* [Exercise objective]: If a line in the entries below holds the string "白井甲州線", copy it.

▬▬▬▬▬▬▬▬▬▬

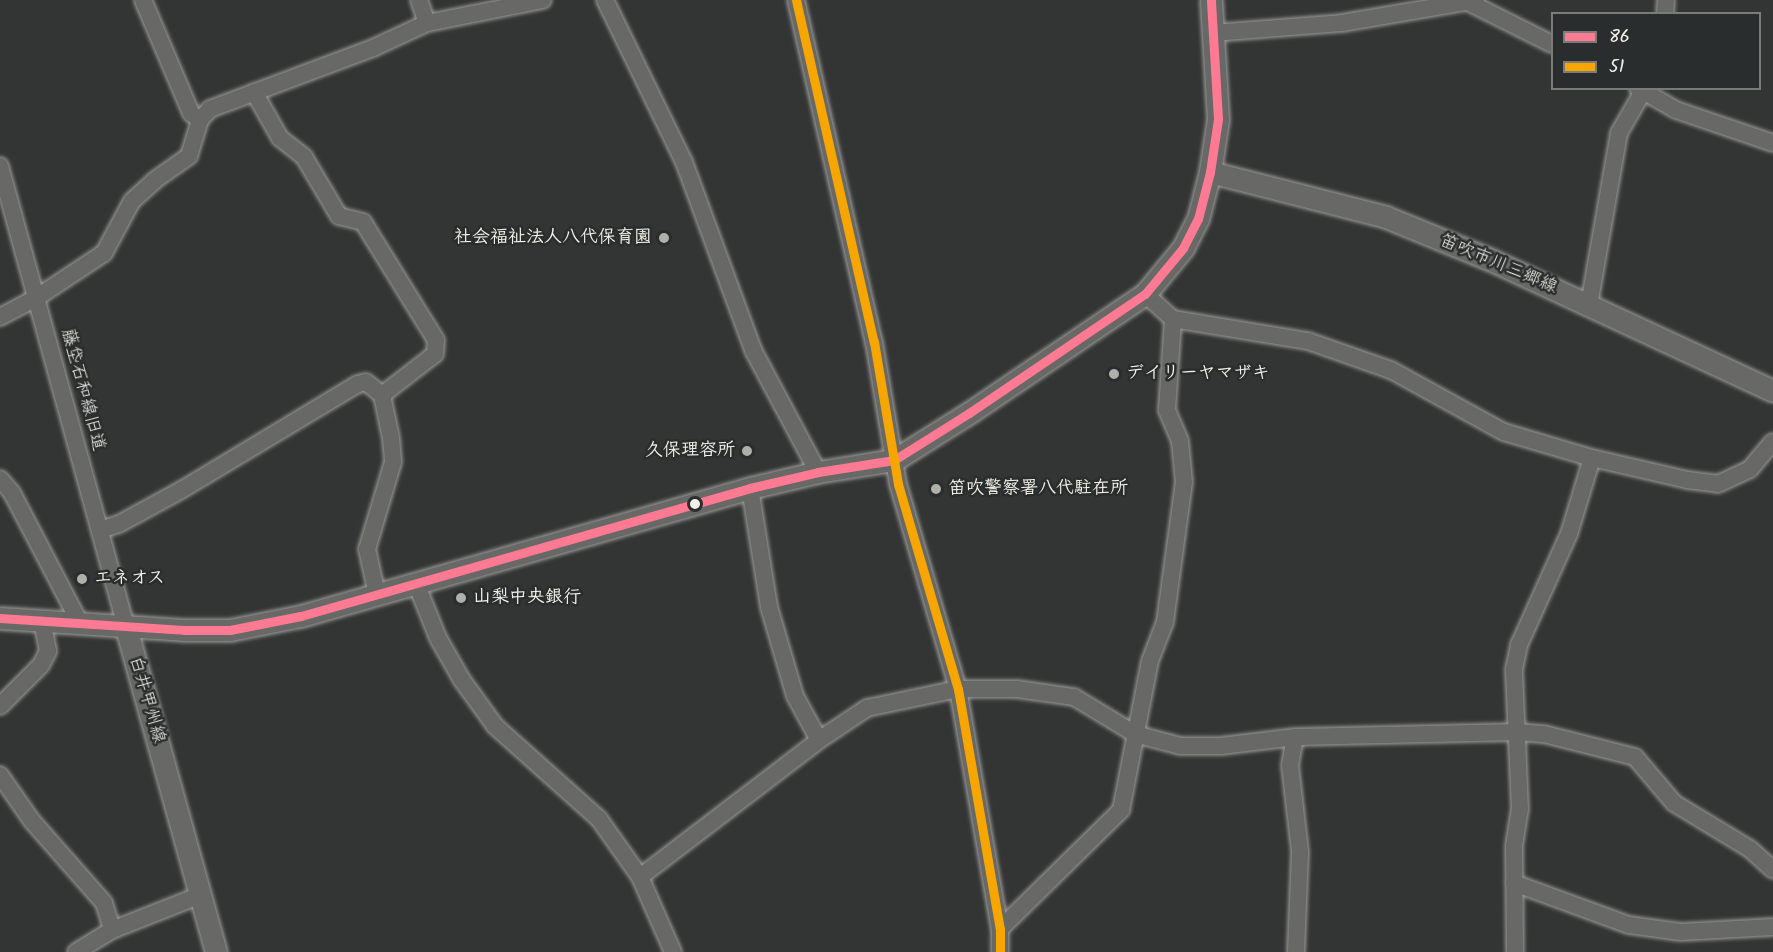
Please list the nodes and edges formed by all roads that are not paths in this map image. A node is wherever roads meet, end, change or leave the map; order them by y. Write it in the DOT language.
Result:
graph roads {
  1 [pos="143,0"];
  2 [pos="419,0"];
  3 [pos="543,0"];
  4 [pos="605,0"];
  5 [pos="796,0"];
  6 [pos="1211,0"];
  7 [pos="1472,1"];
  8 [pos="427,23"];
  9 [pos="1213,33"];
  10 [pos="1551,43"];
  11 [pos="1642,90"];
  12 [pos="1644,90"];
  13 [pos="254,92"];
  14 [pos="200,120"];
  15 [pos="1773,143"];
  16 [pos="0,166"];
  17 [pos="1210,172"];
  18 [pos="1145,294"];
  19 [pos="36,298"];
  20 [pos="1589,305"];
  21 [pos="0,317"];
  22 [pos="1173,319"];
  23 [pos="1773,391"];
  24 [pos="382,395"];
  25 [pos="1773,442"];
  26 [pos="1592,458"];
  27 [pos="894,460"];
  28 [pos="818,472"];
  29 [pos="0,479"];
  30 [pos="750,488"];
  31 [pos="100,530"];
  32 [pos="416,583"];
  33 [pos="377,594"];
  34 [pos="0,618"];
  35 [pos="42,620"];
  36 [pos="79,621"];
  37 [pos="125,624"];
  38 [pos="958,689"];
  39 [pos="0,706"];
  40 [pos="1519,732"];
  41 [pos="1135,734"];
  42 [pos="1294,737"];
  43 [pos="819,740"];
  44 [pos="0,775"];
  45 [pos="1773,870"];
  46 [pos="640,877"];
  47 [pos="1514,883"];
  48 [pos="201,895"];
  49 [pos="1773,927"];
  50 [pos="1000,929"];
  51 [pos="112,930"];
  52 [pos="76,952"];
  53 [pos="216,952"];
  54 [pos="673,952"];
  55 [pos="1000,952"];
  56 [pos="1296,952"];
  57 [pos="1515,952"];
  1 -- 14 [label="street"];
  2 -- 8 [label="street"];
  3 -- 8 [label="street"];
  4 -- 28 [label="street"];
  5 -- 27 [label="street"];
  6 -- 9 [label="main road"];
  7 -- 9 [label="street"];
  7 -- 10 [label="street"];
  8 -- 13 [label="street"];
  9 -- 17 [label="main road"];
  11 -- 20 [label="street"];
  12 -- 15 [label="street"];
  13 -- 14 [label="street"];
  13 -- 24 [label="street"];
  14 -- 19 [label="street"];
  16 -- 19 [label="street, 藤垈石和線旧道"];
  17 -- 18 [label="main road"];
  17 -- 20 [label="main road, 笛吹市川三郷線"];
  18 -- 22 [label="street"];
  18 -- 27 [label="main road"];
  19 -- 21 [label="street"];
  19 -- 31 [label="street, 藤垈石和線旧道"];
  20 -- 23 [label="main road, 笛吹市川三郷線"];
  22 -- 26 [label="street"];
  22 -- 41 [label="street"];
  24 -- 31 [label="street"];
  24 -- 33 [label="street"];
  25 -- 26 [label="street"];
  26 -- 40 [label="street"];
  27 -- 28 [label="main road"];
  27 -- 38 [label="street"];
  28 -- 30 [label="main road"];
  29 -- 36 [label="street"];
  30 -- 32 [label="main road"];
  30 -- 43 [label="street"];
  31 -- 37 [label="street, 藤垈石和線旧道"];
  32 -- 33 [label="main road"];
  32 -- 46 [label="street"];
  33 -- 37 [label="main road"];
  34 -- 35 [label="main road"];
  35 -- 36 [label="main road"];
  35 -- 39 [label="street"];
  36 -- 37 [label="main road"];
  37 -- 48 [label="main road, 白井甲州線"];
  38 -- 41 [label="street"];
  38 -- 43 [label="street"];
  38 -- 50 [label="street"];
  40 -- 42 [label="street"];
  40 -- 45 [label="street"];
  40 -- 47 [label="street"];
  41 -- 42 [label="street"];
  41 -- 50 [label="street"];
  42 -- 56 [label="street"];
  43 -- 46 [label="street"];
  44 -- 51 [label="street"];
  46 -- 54 [label="street"];
  47 -- 49 [label="street"];
  47 -- 57 [label="street"];
  48 -- 51 [label="street"];
  48 -- 53 [label="main road, 白井甲州線"];
  50 -- 55 [label="street"];
  51 -- 52 [label="street"];
}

▬▬▬▬▬▬▬▬▬▬

* [Solution for this task]:
  37 -- 48 [label="main road, 白井甲州線"];
  48 -- 53 [label="main road, 白井甲州線"];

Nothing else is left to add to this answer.